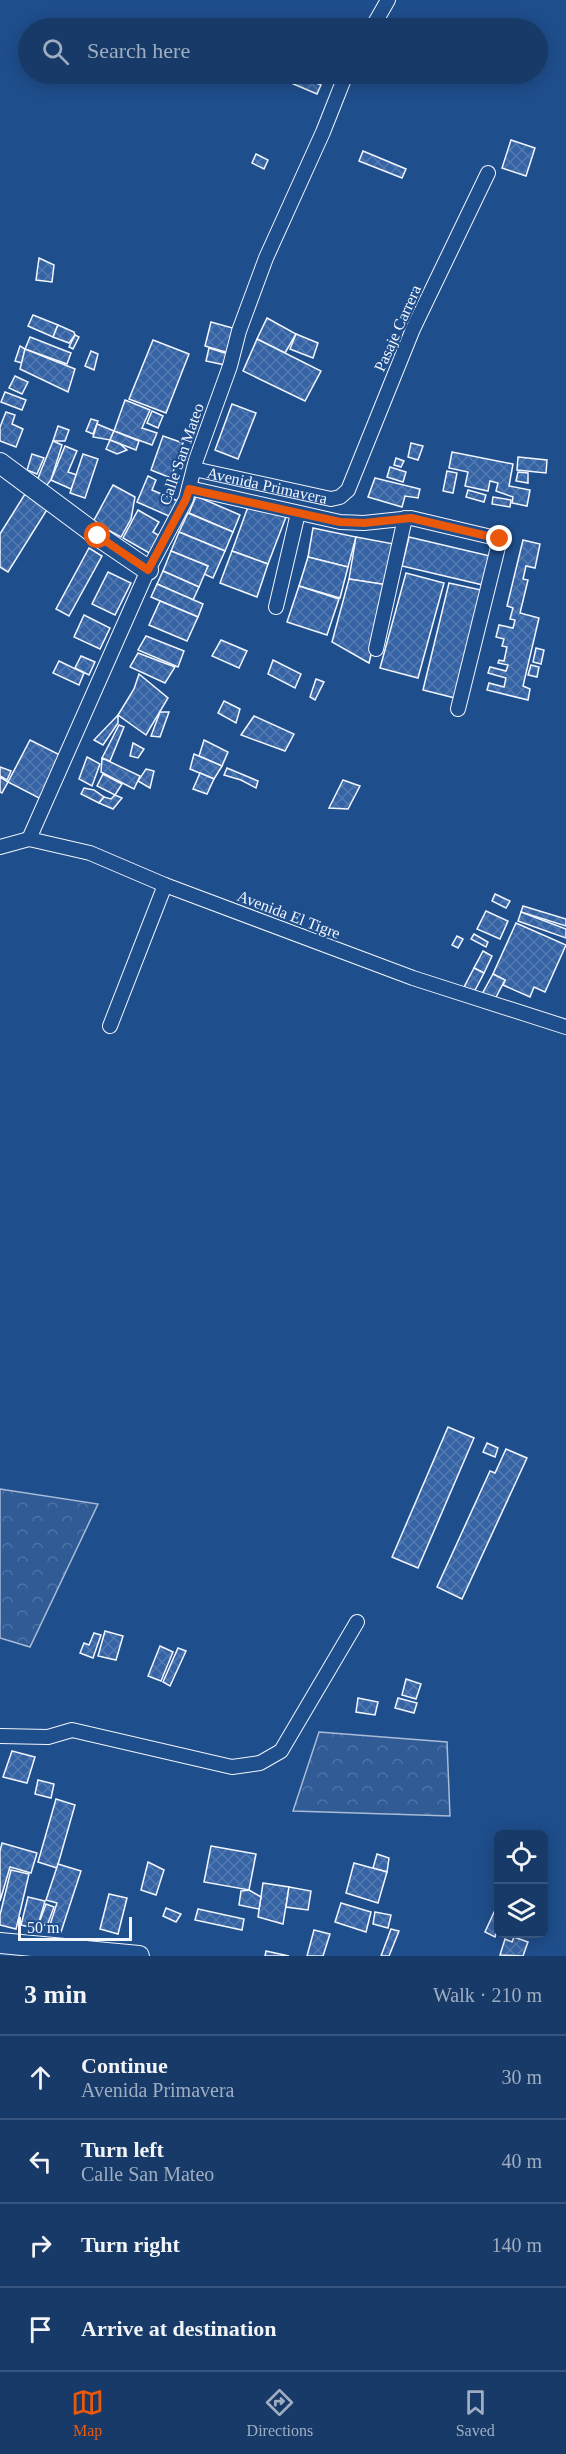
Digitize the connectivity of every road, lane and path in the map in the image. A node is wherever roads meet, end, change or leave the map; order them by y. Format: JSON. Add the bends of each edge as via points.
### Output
{"nodes":[{"id":1,"x":388,"y":0,"type":"edge"},
{"id":2,"x":378,"y":18,"type":"edge"},
{"id":3,"x":341,"y":84,"type":"edge"},
{"id":4,"x":488,"y":173,"type":"dead end"},
{"id":5,"x":0,"y":462,"type":"edge"},
{"id":6,"x":194,"y":470,"type":"junction"},
{"id":7,"x":189,"y":489,"type":"junction"},
{"id":8,"x":340,"y":497,"type":"joint"},
{"id":9,"x":297,"y":513,"type":"junction"},
{"id":10,"x":405,"y":518,"type":"junction"},
{"id":11,"x":148,"y":570,"type":"junction"},
{"id":12,"x":276,"y":607,"type":"dead end"},
{"id":13,"x":376,"y":649,"type":"dead end"},
{"id":14,"x":458,"y":709,"type":"dead end"},
{"id":15,"x":29,"y":839,"type":"junction"},
{"id":16,"x":0,"y":847,"type":"edge"},
{"id":17,"x":165,"y":885,"type":"junction"},
{"id":18,"x":110,"y":1026,"type":"dead end"},
{"id":19,"x":566,"y":1027,"type":"edge"},
{"id":20,"x":357,"y":1622,"type":"dead end"},
{"id":21,"x":0,"y":1736,"type":"edge"},
{"id":22,"x":0,"y":1943,"type":"edge"},
{"id":23,"x":139,"y":1956,"type":"edge"}],
"edges":[{"from":1,"to":2,"type":"street"},
{"from":3,"to":6,"type":"street","name":"Calle San Mateo","via":[[266,258]]},
{"from":4,"to":8,"type":"street","name":"Pasaje Carrera","via":[[413,329],[353,483]]},
{"from":5,"to":11,"type":"street"},
{"from":6,"to":7,"type":"street","name":"Calle San Mateo"},
{"from":6,"to":8,"type":"street","name":"Avenida Primavera","via":[[331,499]]},
{"from":7,"to":9,"type":"street"},
{"from":7,"to":11,"type":"street","name":"Calle San Mateo"},
{"from":9,"to":10,"type":"street","via":[[340,522]]},
{"from":9,"to":12,"type":"street"},
{"from":10,"to":13,"type":"street"},
{"from":10,"to":14,"type":"street","via":[[500,539]]},
{"from":11,"to":15,"type":"street","name":"Calle San Mateo"},
{"from":15,"to":16,"type":"street","name":"Avenida El Tigre"},
{"from":15,"to":17,"type":"street","name":"Avenida El Tigre","via":[[90,853]]},
{"from":17,"to":18,"type":"street"},
{"from":17,"to":19,"type":"street","name":"Avenida El Tigre","via":[[413,978]]},
{"from":20,"to":21,"type":"street","via":[[281,1751],[260,1763],[231,1767],[72,1730],[48,1737]]},
{"from":22,"to":23,"type":"street"}]}
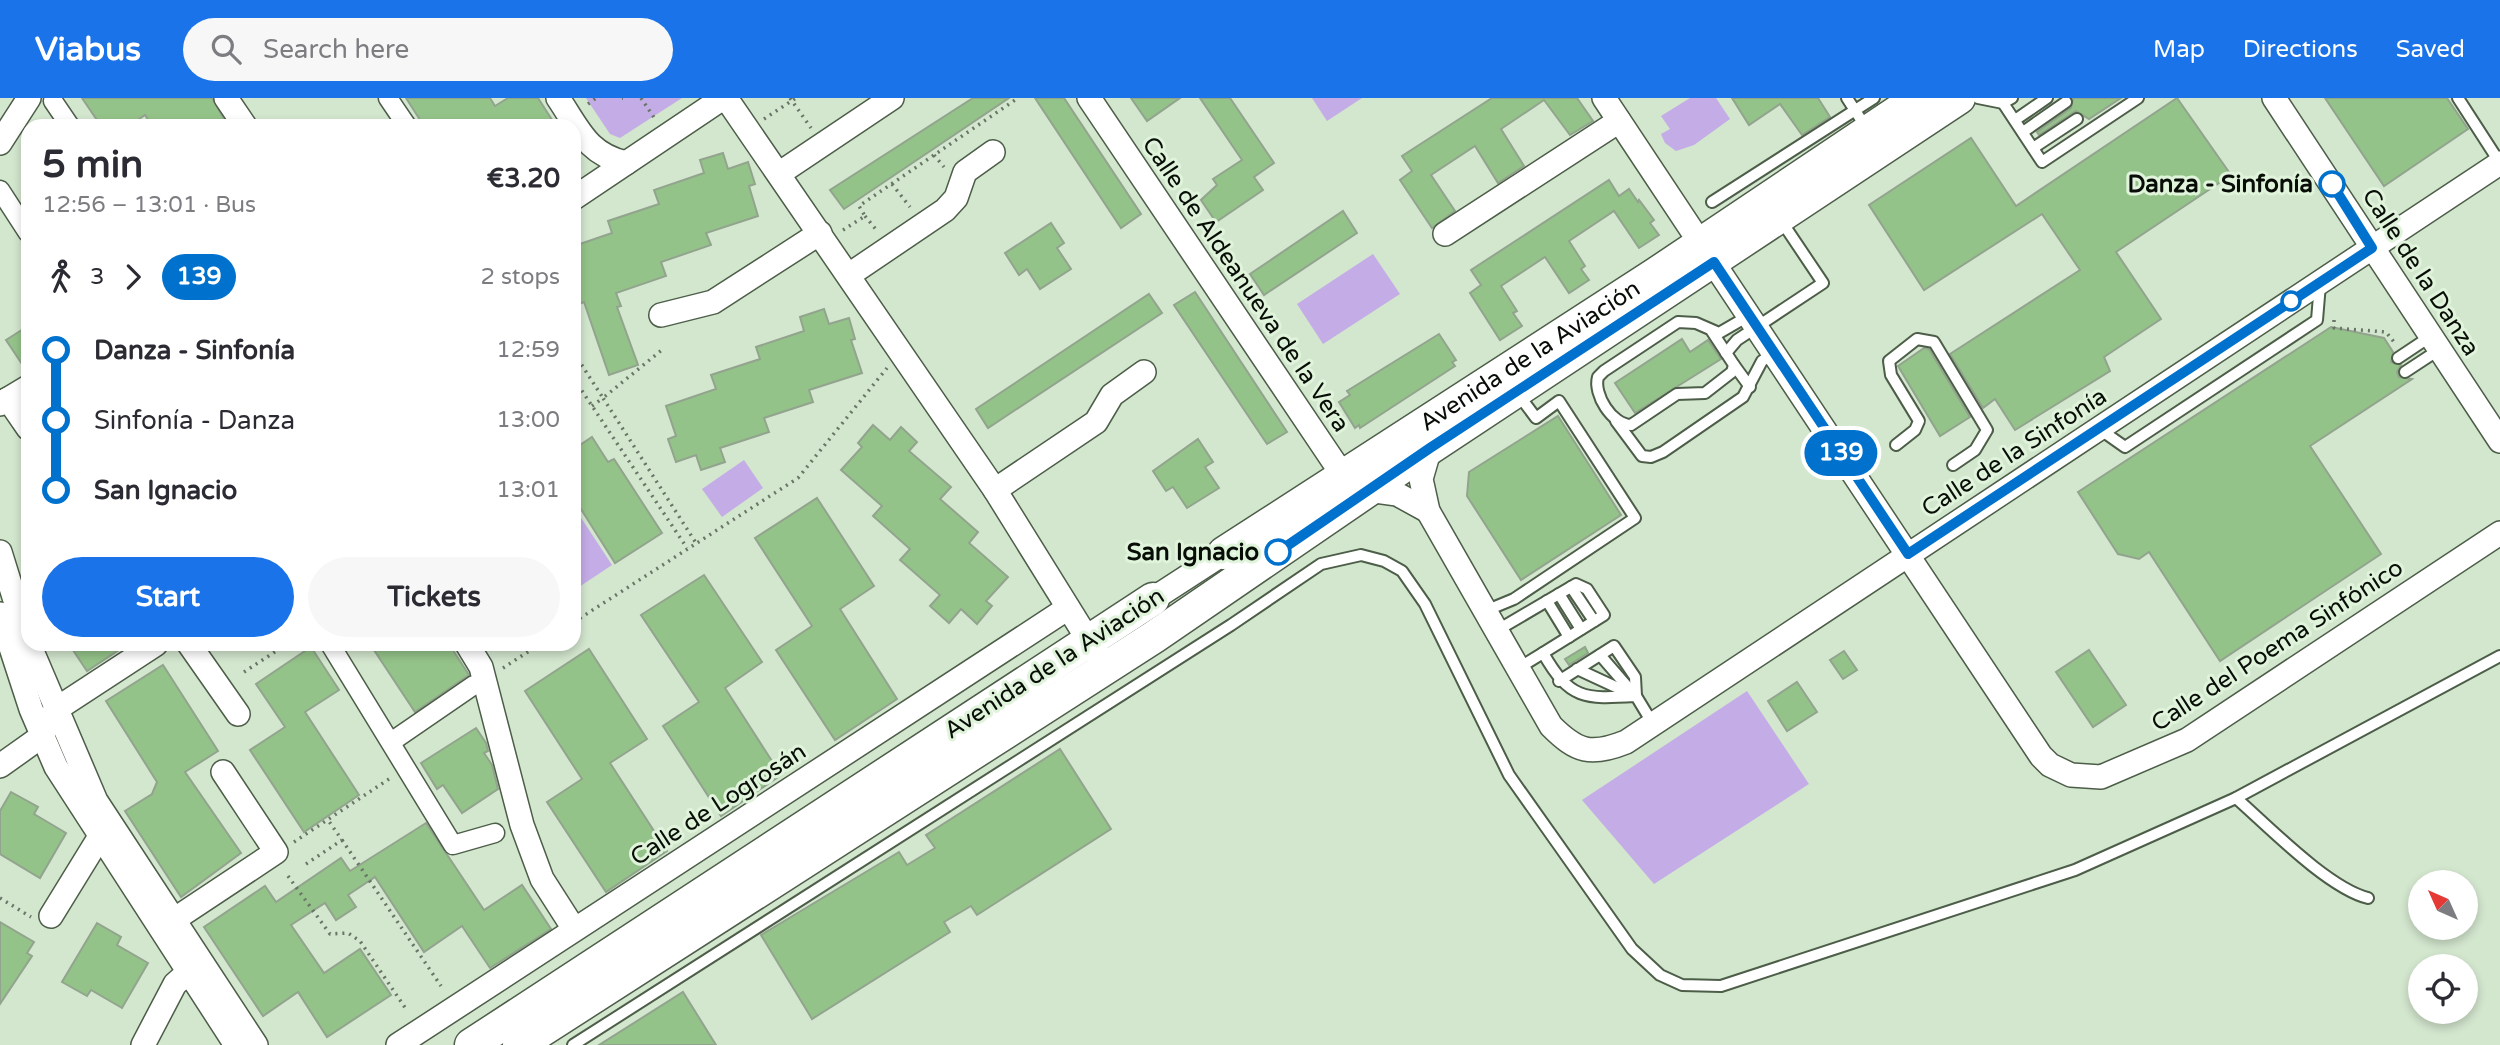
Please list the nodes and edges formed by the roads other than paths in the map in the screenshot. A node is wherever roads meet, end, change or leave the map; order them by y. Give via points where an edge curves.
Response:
1 (29, 98) edge
2 (226, 98) edge
3 (388, 98) edge
4 (558, 98) edge
5 (724, 98) edge
6 (892, 98) edge
7 (1089, 98) edge
8 (1604, 98) edge
9 (1847, 98) edge
10 (1873, 98) edge
11 (1919, 98) edge
12 (1959, 98) edge
13 (1978, 98) edge
14 (2047, 98) edge
15 (2274, 98) edge
16 (2458, 98) edge
17 (2065, 100) edge
18 (2130, 100) edge
19 (53, 101) dead end
20 (2007, 101) edge
21 (65, 119) edge
22 (240, 119) edge
23 (402, 119) edge
24 (572, 119) edge
25 (2077, 119) junction
26 (2015, 120) junction
27 (1619, 121) junction
28 (1862, 121) junction
29 (581, 131) edge
30 (2023, 132) junction
31 (2086, 132) junction
32 (0, 143) edge
33 (2033, 148) junction
34 (993, 152) dead end
35 (626, 163) junction
36 (2500, 163) edge
37 (780, 173) junction
38 (0, 190) edge
39 (581, 193) edge
40 (1712, 202) dead end
41 (1780, 218) junction
42 (21, 222) edge
43 (828, 234) junction
44 (1446, 234) dead end
45 (2372, 248) junction
46 (1708, 253) junction
47 (849, 275) junction
48 (2321, 282) junction
49 (661, 315) dead end
50 (1754, 321) junction
51 (1712, 330) junction
52 (2435, 343) junction
53 (1726, 353) junction
54 (1774, 353) junction
55 (2398, 358) dead end
56 (1734, 365) junction
57 (1144, 372) dead end
58 (2406, 372) dead end
59 (1750, 387) junction
60 (2212, 389) junction
61 (21, 391) edge
62 (1516, 391) junction
63 (2220, 400) dead end
64 (4, 401) edge
65 (1614, 418) junction
66 (21, 420) edge
67 (2098, 428) junction
68 (2500, 441) edge
69 (1896, 445) dead end
70 (1430, 448) junction
71 (1953, 466) dead end
72 (1356, 484) junction
73 (995, 490) junction
74 (1428, 511) junction
75 (2500, 533) edge
76 (0, 552) edge
77 (1224, 553) joint
78 (1908, 554) junction
79 (1559, 594) junction
80 (1153, 599) joint
81 (1546, 601) junction
82 (1068, 608) junction
83 (1485, 611) junction
84 (0, 614) edge
85 (21, 620) edge
86 (1581, 629) junction
87 (1496, 631) junction
88 (1569, 637) junction
89 (1088, 640) junction
90 (31, 651) edge
91 (145, 651) edge
92 (193, 651) edge
93 (334, 651) edge
94 (471, 651) edge
95 (1543, 653) junction
96 (1600, 655) junction
97 (2500, 656) edge
98 (1517, 668) junction
99 (1106, 669) junction
100 (1577, 670) junction
101 (1559, 681) junction
102 (474, 685) dead end
103 (1636, 696) junction
104 (55, 710) junction
105 (238, 714) dead end
106 (1653, 724) junction
107 (42, 736) junction
108 (391, 743) junction
109 (0, 766) edge
110 (223, 772) dead end
111 (2236, 798) junction
112 (495, 833) dead end
113 (99, 838) junction
114 (2368, 898) dead end
115 (45, 919) road end
116 (167, 924) junction
117 (574, 929) junction
118 (195, 966) junction
119 (143, 1045) edge
120 (236, 1045) edge
121 (256, 1045) edge
122 (398, 1045) edge
123 (471, 1045) edge
124 (519, 1045) edge
125 (573, 1045) edge

1 - 32 street
2 - 22 street
3 - 23 street
4 - 24 street
5 - 35 street
5 - 37 street
6 - 37 street
7 - 72 street, Calle de Aldeanueva de la Vera
8 - 27 street, Calle del Poema Sinfónico
9 - 28 lane
10 - 28 lane
11 - 28 main road, Avenida de la Aviación
12 - 41 main road, Avenida de la Aviación
13 - 20 lane
14 - 26 lane
15 - 45 street, Calle de la Danza
16 - 36 lane
17 - 25 lane
17 - 30 lane
18 - 31 lane
19 - 21 street
20 - 26 lane
25 - 31 lane
25 - 33 lane
26 - 30 lane
27 - 44 street
27 - 46 street, Calle del Poema Sinfónico
28 - 40 lane
28 - 46 main road, Avenida de la Aviación
29 - 35 street via 609,159
30 - 33 lane
31 - 33 lane via 2042,162
34 - 47 street via 965,172 956,198 945,210
35 - 39 street
36 - 45 street, Calle de la Sinfonía
37 - 43 street
38 - 42 street
41 - 46 main road, Avenida de la Aviación
41 - 50 lane via 1823,283
43 - 47 street
43 - 49 street via 713,302
45 - 48 street, Calle de la Sinfonía
45 - 52 street, Calle de la Danza
46 - 50 street, Calle del Poema Sinfónico
46 - 62 main road, Avenida de la Aviación
46 - 72 main road, Avenida de la Aviación
47 - 73 street
48 - 60 lane via 2317,320
48 - 67 street, Calle de la Sinfonía
50 - 51 lane via 1725,331
50 - 53 lane
50 - 54 street, Calle del Poema Sinfónico
51 - 53 lane
51 - 65 lane via 1678,322 1604,371 1598,377 1597,391
52 - 55 lane
52 - 58 lane
52 - 68 street, Calle de la Danza
53 - 56 lane
54 - 59 lane via 1762,361
54 - 78 street, Calle del Poema Sinfónico
56 - 59 lane
56 - 65 lane via 1732,372 1705,393 1677,394 1631,425
57 - 73 street via 1112,395 1096,422
59 - 65 lane via 1743,397 1651,457 1634,449
60 - 63 lane
60 - 67 lane via 2125,447
61 - 64 street
62 - 70 main road, Avenida de la Aviación
62 - 83 lane via 1536,418 1559,401 1635,518 1514,599
64 - 66 street
67 - 78 street, Calle de la Sinfonía
69 - 71 lane via 1919,421 1891,375 1889,362 1917,340 1934,342 1987,430 1975,450
70 - 72 main road, Avenida de la Aviación
70 - 74 street, Calle de la Sinfonía via 1421,479
72 - 74 street via 1397,494
72 - 77 main road, Avenida de la Aviación
72 - 99 main road, Avenida de la Aviación
73 - 82 street
74 - 83 street, Calle de la Sinfonía
75 - 78 street, Calle del Poema Sinfónico via 2188,740 2111,774 2083,778 2060,771 2041,756
76 - 85 street
77 - 80 street, Avenida de la Aviación
78 - 106 street, Calle de la Sinfonía
79 - 81 lane
79 - 86 lane
79 - 86 lane via 1576,584 1587,589 1604,615
80 - 89 main road, Avenida de la Aviación
81 - 87 lane
81 - 88 lane
82 - 89 street
82 - 117 street, Calle de Logrosán
83 - 87 street, Calle de la Sinfonía
84 - 107 street
86 - 88 lane
87 - 98 street, Calle de la Sinfonía
88 - 95 lane
89 - 99 street
89 - 123 main road, Avenida de la Aviación
90 - 104 street
91 - 104 street
92 - 105 street
93 - 108 street
94 - 117 street via 481,667 522,825 542,879
95 - 98 lane
95 - 101 lane
96 - 100 lane
96 - 103 lane
96 - 103 lane via 1614,646 1634,677
97 - 111 lane
98 - 106 street, Calle de la Sinfonía via 1550,726 1587,751 1606,750
99 - 124 main road, Avenida de la Aviación
100 - 101 lane
100 - 103 lane
101 - 103 lane via 1574,692 1600,698
102 - 108 street
103 - 106 lane
104 - 107 street
104 - 116 street via 96,801
107 - 109 street
107 - 113 street
108 - 112 street via 453,845
110 - 116 street via 276,852
111 - 114 lane via 2332,881
111 - 125 lane via 2075,870 1721,986 1682,985 1660,975 1632,949 1509,775 1424,604 1402,571 1361,555 1321,564
113 - 115 street
113 - 116 street
116 - 118 street
117 - 122 street, Calle de Logrosán
118 - 119 street via 175,984
118 - 120 street
118 - 121 street

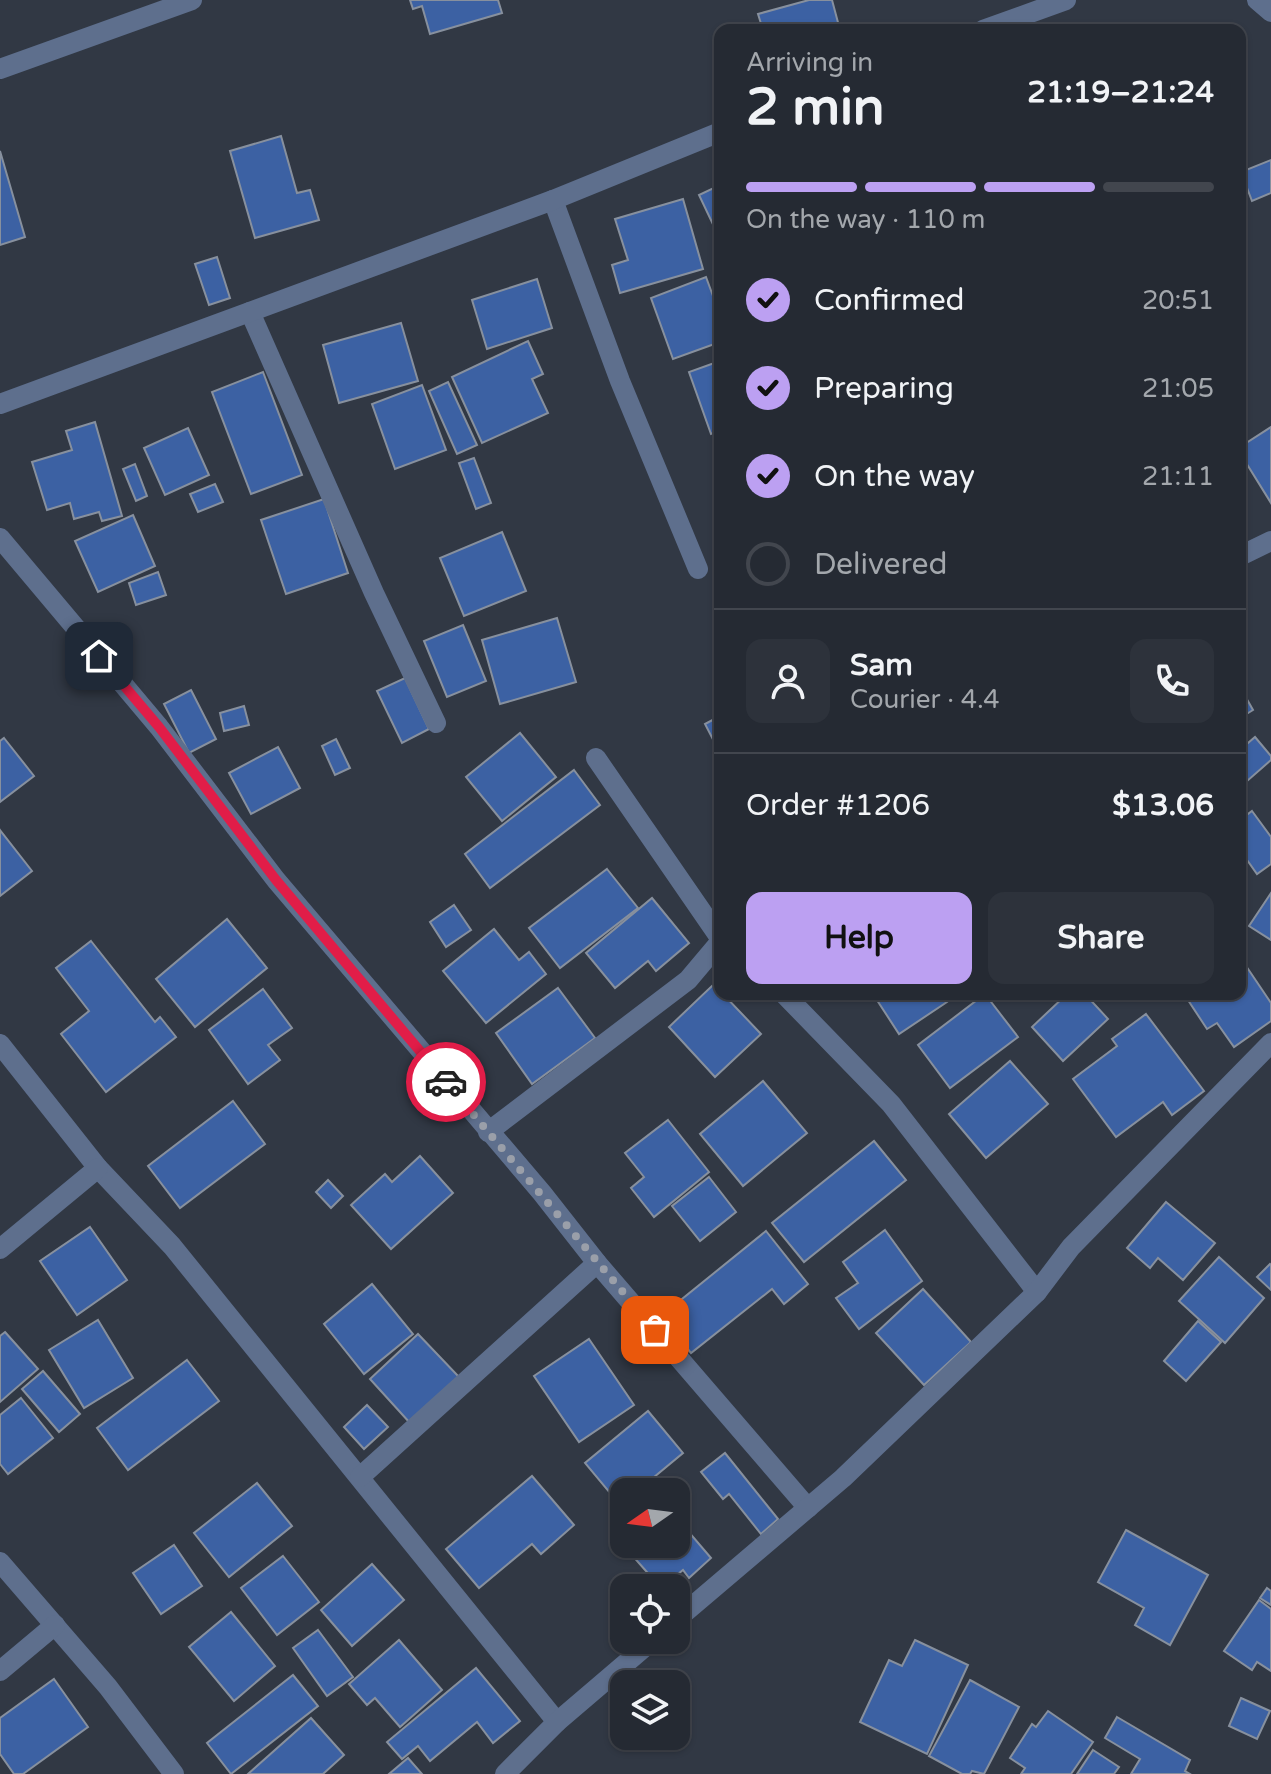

__________

■ **DIRECTIONS**
Report the number of lines above containing the word "edges", with no other text.

■ **EXERCISE RESULT**
2